EXERCISE DETAILS:
The required answer is every line of the data containing the word "MOVIES".

RECORDS TO PROCESS:
----------

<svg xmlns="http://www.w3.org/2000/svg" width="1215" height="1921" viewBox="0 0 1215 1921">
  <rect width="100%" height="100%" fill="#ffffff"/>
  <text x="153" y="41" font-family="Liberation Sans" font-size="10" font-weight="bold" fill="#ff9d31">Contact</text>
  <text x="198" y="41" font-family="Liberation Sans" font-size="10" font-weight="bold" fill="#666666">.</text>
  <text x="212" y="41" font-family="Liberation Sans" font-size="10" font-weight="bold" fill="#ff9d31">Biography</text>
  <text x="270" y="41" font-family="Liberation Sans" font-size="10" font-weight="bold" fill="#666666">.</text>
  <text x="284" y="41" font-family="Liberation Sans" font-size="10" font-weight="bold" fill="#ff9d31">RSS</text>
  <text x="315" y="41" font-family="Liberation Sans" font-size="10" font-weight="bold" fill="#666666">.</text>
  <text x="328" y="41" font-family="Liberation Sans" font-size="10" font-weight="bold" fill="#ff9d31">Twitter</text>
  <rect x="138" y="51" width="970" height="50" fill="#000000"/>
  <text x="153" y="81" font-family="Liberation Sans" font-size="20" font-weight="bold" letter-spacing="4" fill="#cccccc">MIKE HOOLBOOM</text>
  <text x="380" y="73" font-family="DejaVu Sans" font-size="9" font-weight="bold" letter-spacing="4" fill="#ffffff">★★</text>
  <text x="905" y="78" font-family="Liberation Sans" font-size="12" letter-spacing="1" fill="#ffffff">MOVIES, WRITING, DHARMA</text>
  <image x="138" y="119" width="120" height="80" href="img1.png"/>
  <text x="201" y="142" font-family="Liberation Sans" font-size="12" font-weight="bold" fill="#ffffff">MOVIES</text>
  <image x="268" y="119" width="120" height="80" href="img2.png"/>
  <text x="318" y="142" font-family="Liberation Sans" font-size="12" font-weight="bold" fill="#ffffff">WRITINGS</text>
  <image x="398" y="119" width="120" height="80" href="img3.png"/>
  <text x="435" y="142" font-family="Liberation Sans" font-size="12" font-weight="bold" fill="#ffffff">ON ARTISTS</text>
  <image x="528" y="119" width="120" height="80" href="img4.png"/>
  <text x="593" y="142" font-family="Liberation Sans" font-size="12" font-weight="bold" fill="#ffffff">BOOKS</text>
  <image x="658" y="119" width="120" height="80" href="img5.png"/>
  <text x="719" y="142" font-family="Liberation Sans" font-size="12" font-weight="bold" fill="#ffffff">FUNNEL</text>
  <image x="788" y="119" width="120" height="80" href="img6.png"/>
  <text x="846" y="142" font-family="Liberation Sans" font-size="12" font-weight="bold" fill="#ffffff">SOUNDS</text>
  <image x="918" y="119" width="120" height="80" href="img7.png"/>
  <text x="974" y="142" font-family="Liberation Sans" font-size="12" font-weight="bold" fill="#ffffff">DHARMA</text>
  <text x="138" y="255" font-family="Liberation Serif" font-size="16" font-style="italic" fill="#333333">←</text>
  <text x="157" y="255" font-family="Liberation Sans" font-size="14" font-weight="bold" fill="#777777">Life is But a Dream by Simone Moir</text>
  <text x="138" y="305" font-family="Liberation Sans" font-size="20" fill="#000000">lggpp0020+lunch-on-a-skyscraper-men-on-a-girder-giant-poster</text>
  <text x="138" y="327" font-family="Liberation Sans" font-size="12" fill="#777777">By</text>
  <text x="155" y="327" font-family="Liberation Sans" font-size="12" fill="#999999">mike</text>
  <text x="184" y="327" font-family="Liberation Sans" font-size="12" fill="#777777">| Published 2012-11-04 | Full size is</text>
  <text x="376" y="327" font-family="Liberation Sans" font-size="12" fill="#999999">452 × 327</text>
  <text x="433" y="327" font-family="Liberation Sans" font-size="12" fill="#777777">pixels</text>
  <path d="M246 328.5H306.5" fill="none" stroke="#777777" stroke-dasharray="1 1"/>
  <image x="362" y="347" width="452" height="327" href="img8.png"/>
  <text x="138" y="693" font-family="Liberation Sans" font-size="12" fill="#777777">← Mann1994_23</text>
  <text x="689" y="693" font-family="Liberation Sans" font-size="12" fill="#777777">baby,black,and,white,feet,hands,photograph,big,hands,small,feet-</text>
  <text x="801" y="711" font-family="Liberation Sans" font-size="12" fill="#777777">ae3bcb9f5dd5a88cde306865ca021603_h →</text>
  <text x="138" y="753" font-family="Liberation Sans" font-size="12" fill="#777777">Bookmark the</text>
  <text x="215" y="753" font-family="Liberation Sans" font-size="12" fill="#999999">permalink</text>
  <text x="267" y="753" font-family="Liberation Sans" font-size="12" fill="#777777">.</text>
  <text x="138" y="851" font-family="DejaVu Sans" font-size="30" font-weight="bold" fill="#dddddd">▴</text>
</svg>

----------

TASK SOLUTION:
  <text x="905" y="78" font-family="Liberation Sans" font-size="12" letter-spacing="1" fill="#ffffff">MOVIES, WRITING, DHARMA</text>
  <text x="201" y="142" font-family="Liberation Sans" font-size="12" font-weight="bold" fill="#ffffff">MOVIES</text>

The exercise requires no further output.